Watching three malls open within a square mile over the past year and a fourth preparing to follow, all with their share of luxury boutiques, Beijingers may think that soon their city will have as many Louis Vuitton and Salvatore Ferragamo stores as bank branches or McDonalds restaurants.
But things might be on the verge of changing. Although 2011 is shaping up as another good year for luxury goods sales in China, luxury brands are turning a bit more cautious after fierce expansion in the country over the past few years, according to a new research report.
“Some brands are making conscious decisions to reduce the pace of expansion and focus more on store performance improvement,” said Bain&Company in its latest report on China’s luxury market. The management consultants say growth gradually softened in the fourth quarter and quote luxury brand company executives as saying they are only “cautiously optimistic” for next year as they “don’t have enough visibility”.
In 2010, luxury goods sales inside the mainland grew 27 per cent to hit Rmb87bn ($14bn), according to Bain. This year, the firm forecasts sales to rise by about 26 per cent to Rmb110bn, but predicts that growth in the leather goods segment will level off from 30 per cent last year to 25 to 30 per cent this year, and luxury watch sales growth will slide from 45 per cent last year to 40 per cent.

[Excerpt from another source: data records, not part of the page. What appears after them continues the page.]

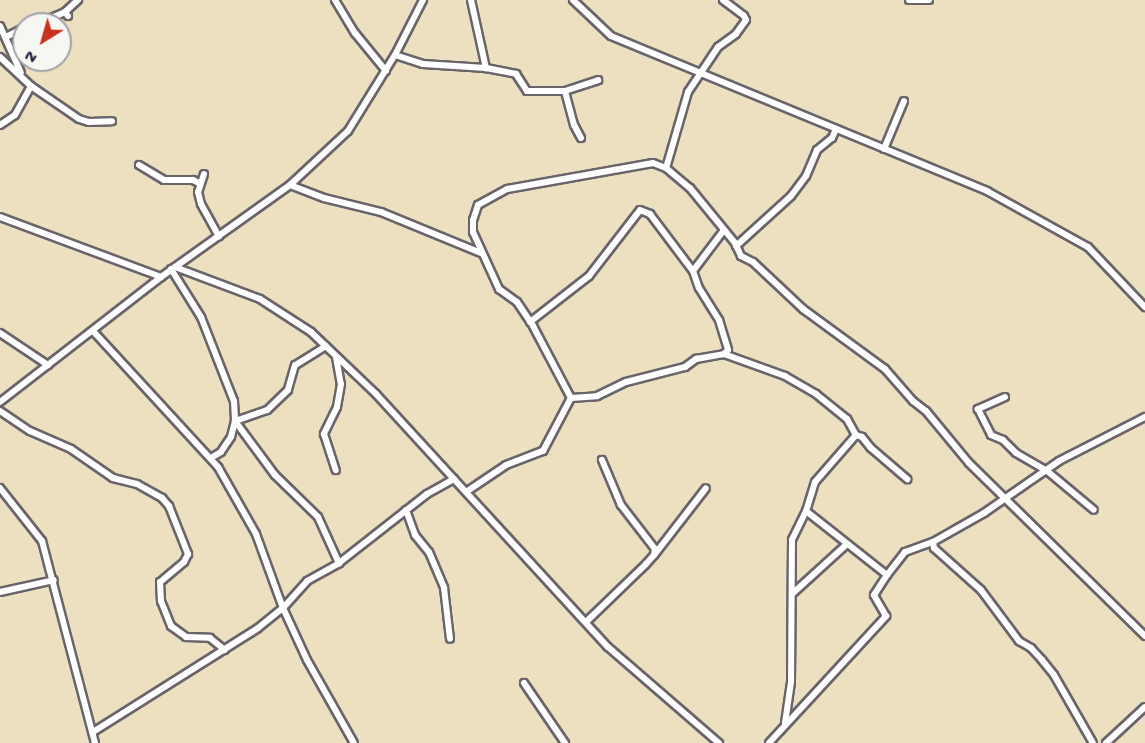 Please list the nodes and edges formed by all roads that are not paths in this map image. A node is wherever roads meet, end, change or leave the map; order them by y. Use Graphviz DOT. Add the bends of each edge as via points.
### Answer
graph roads {
  1 [pos="78,0"];
  2 [pos="335,0"];
  3 [pos="423,0"];
  4 [pos="471,0"];
  5 [pos="573,0"];
  6 [pos="723,0"];
  7 [pos="909,0"];
  8 [pos="928,0"];
  9 [pos="69,12"];
  10 [pos="0,26"];
  11 [pos="12,34"];
  12 [pos="6,37"];
  13 [pos="395,55"];
  14 [pos="0,57"];
  15 [pos="486,68"];
  16 [pos="386,71"];
  17 [pos="702,74"];
  18 [pos="23,76"];
  19 [pos="598,80"];
  20 [pos="31,86"];
  21 [pos="565,91"];
  22 [pos="904,101"];
  23 [pos="112,121"];
  24 [pos="0,125"];
  25 [pos="836,129"];
  26 [pos="581,138"];
  27 [pos="884,149"];
  28 [pos="139,165"];
  29 [pos="666,168"];
  30 [pos="204,174"];
  31 [pos="199,183"];
  32 [pos="290,184"];
  33 [pos="0,217"];
  34 [pos="724,230"];
  35 [pos="219,236"];
  36 [pos="736,246"];
  37 [pos="480,253"];
  38 [pos="173,268"];
  39 [pos="693,271"];
  40 [pos="160,277"];
  41 [pos="1145,307"];
  42 [pos="530,322"];
  43 [pos="93,331"];
  44 [pos="0,333"];
  45 [pos="326,346"];
  46 [pos="724,354"];
  47 [pos="336,356"];
  48 [pos="48,365"];
  49 [pos="1005,397"];
  50 [pos="571,398"];
  51 [pos="0,402"];
  52 [pos="0,411"];
  53 [pos="1145,417"];
  54 [pos="235,421"];
  55 [pos="856,435"];
  56 [pos="211,458"];
  57 [pos="602,460"];
  58 [pos="336,470"];
  59 [pos="1046,470"];
  60 [pos="454,479"];
  61 [pos="907,479"];
  62 [pos="0,488"];
  63 [pos="706,488"];
  64 [pos="466,492"];
  65 [pos="1004,498"];
  66 [pos="406,510"];
  67 [pos="1094,510"];
  68 [pos="806,512"];
  69 [pos="933,542"];
  70 [pos="847,544"];
  71 [pos="654,555"];
  72 [pos="339,563"];
  73 [pos="887,574"];
  74 [pos="54,579"];
  75 [pos="0,592"];
  76 [pos="792,594"];
  77 [pos="283,608"];
  78 [pos="586,622"];
  79 [pos="1145,636"];
  80 [pos="450,639"];
  81 [pos="225,650"];
  82 [pos="524,683"];
  83 [pos="1145,707"];
  84 [pos="785,723"];
  85 [pos="93,732"];
  86 [pos="95,743"];
  87 [pos="354,743"];
  88 [pos="565,743"];
  89 [pos="719,743"];
  90 [pos="769,743"];
  91 [pos="1093,743"];
  92 [pos="1106,743"];
  1 -- 9 [label="street"];
  2 -- 16 [label="street" via="355,33"];
  3 -- 13 [label="street"];
  4 -- 15 [label="street"];
  5 -- 17 [label="street" via="611,36"];
  6 -- 17 [label="street" via="746,20 736,34 718,47"];
  7 -- 8 [label="street"];
  10 -- 12 [label="street"];
  11 -- 12 [label="street"];
  12 -- 18 [label="street"];
  13 -- 15 [label="street" via="423,64"];
  13 -- 16 [label="street"];
  14 -- 18 [label="street"];
  15 -- 21 [label="street" via="516,74 527,91"];
  16 -- 32 [label="street" via="348,131"];
  17 -- 25 [label="street"];
  17 -- 29 [label="street" via="685,99"];
  18 -- 20 [label="street"];
  19 -- 21 [label="street"];
  20 -- 23 [label="street" via="79,118 89,122"];
  20 -- 24 [label="street" via="15,115"];
  21 -- 26 [label="street"];
  22 -- 27 [label="street"];
  25 -- 27 [label="street"];
  25 -- 36 [label="street" via="832,138 817,150 806,176 791,196"];
  27 -- 41 [label="street" via="987,191 1088,247"];
  28 -- 31 [label="street" via="164,180"];
  29 -- 34 [label="street" via="690,188"];
  29 -- 37 [label="street" via="652,163 626,167 524,184 488,197 478,205 472,226"];
  30 -- 31 [label="street"];
  31 -- 35 [label="street" via="201,204"];
  32 -- 35 [label="street"];
  32 -- 37 [label="street" via="324,198 381,212"];
  33 -- 40 [label="street"];
  34 -- 36 [label="street"];
  34 -- 39 [label="street"];
  35 -- 38 [label="street"];
  36 -- 65 [label="street" via="741,256 753,262 798,305 885,369"];
  37 -- 42 [label="street" via="499,289 517,302"];
  38 -- 40 [label="street"];
  38 -- 45 [label="street" via="260,299"];
  38 -- 54 [label="street" via="201,317 234,401"];
  39 -- 42 [label="street" via="650,214 640,210 590,276"];
  39 -- 46 [label="street" via="719,320 728,350"];
  40 -- 43 [label="street"];
  42 -- 50 [label="street"];
  43 -- 48 [label="street"];
  43 -- 56 [label="street"];
  44 -- 48 [label="street"];
  45 -- 47 [label="street"];
  45 -- 54 [label="street" via="296,365 288,390 267,410"];
  46 -- 50 [label="street" via="696,358 684,367 626,382 597,396"];
  46 -- 55 [label="street" via="785,376 816,394 847,419"];
  47 -- 58 [label="street" via="341,384 338,407 324,434"];
  47 -- 60 [label="street"];
  48 -- 51 [label="street"];
  49 -- 59 [label="street" via="978,409 991,435"];
  50 -- 64 [label="street" via="543,451 506,465"];
  52 -- 81 [label="street" via="30,431 71,449 112,478 137,484 162,498 188,554 160,582 171,626 186,637 210,639"];
  53 -- 59 [label="street"];
  54 -- 56 [label="street" via="226,446"];
  54 -- 72 [label="street" via="275,475 314,511"];
  55 -- 61 [label="street"];
  55 -- 68 [label="street" via="815,482"];
  56 -- 77 [label="street" via="256,534"];
  57 -- 71 [label="street" via="621,505 655,549"];
  59 -- 65 [label="street"];
  59 -- 67 [label="street"];
  60 -- 64 [label="street"];
  60 -- 66 [label="street"];
  62 -- 74 [label="street" via="42,541"];
  63 -- 71 [label="street"];
  64 -- 78 [label="street"];
  65 -- 69 [label="street"];
  65 -- 79 [label="street"];
  66 -- 72 [label="street"];
  66 -- 80 [label="street" via="444,588"];
  68 -- 70 [label="street"];
  68 -- 76 [label="street" via="792,540"];
  69 -- 73 [label="street" via="904,552"];
  69 -- 91 [label="street" via="934,548 981,590 1019,641 1054,675"];
  70 -- 73 [label="street"];
  70 -- 76 [label="street"];
  71 -- 78 [label="street"];
  72 -- 77 [label="street" via="307,581"];
  73 -- 84 [label="street" via="874,595 886,616"];
  74 -- 75 [label="street"];
  74 -- 85 [label="street"];
  76 -- 84 [label="street" via="791,682"];
  77 -- 81 [label="street"];
  77 -- 87 [label="street"];
  78 -- 89 [label="street" via="655,690"];
  81 -- 85 [label="street"];
  82 -- 88 [label="street"];
  83 -- 92 [label="street"];
  84 -- 90 [label="street"];
  85 -- 86 [label="street"];
}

Growth rates in shoes and in the cosmetics, perfume and personal care segment are also expected to stagnate, at up to 20 per cent and 22 per cent respectively. However, menswear and womenswear are forecast to grow even faster than in 2010.
That doesn’t mean that affluent Chinese are less likely to buy luxury goods. They just continue to do it the smart way. Due to the Renminbi’s recent appreciation, rich consumers continue to prefer buying abroad as this gives them more value for money. Hong Kong and Macao still account for more than half of Chinese luxury consumers’ overseas spend, and that trend is expected to continue next year, according to Bain.
Inside the mainland, luxury brands are starting to focus on the details. While the lion’s share of growth still comes from new customers, existing customers are expected to account for 37 per cent of sales growth in 2011, up from 33 per cent last year.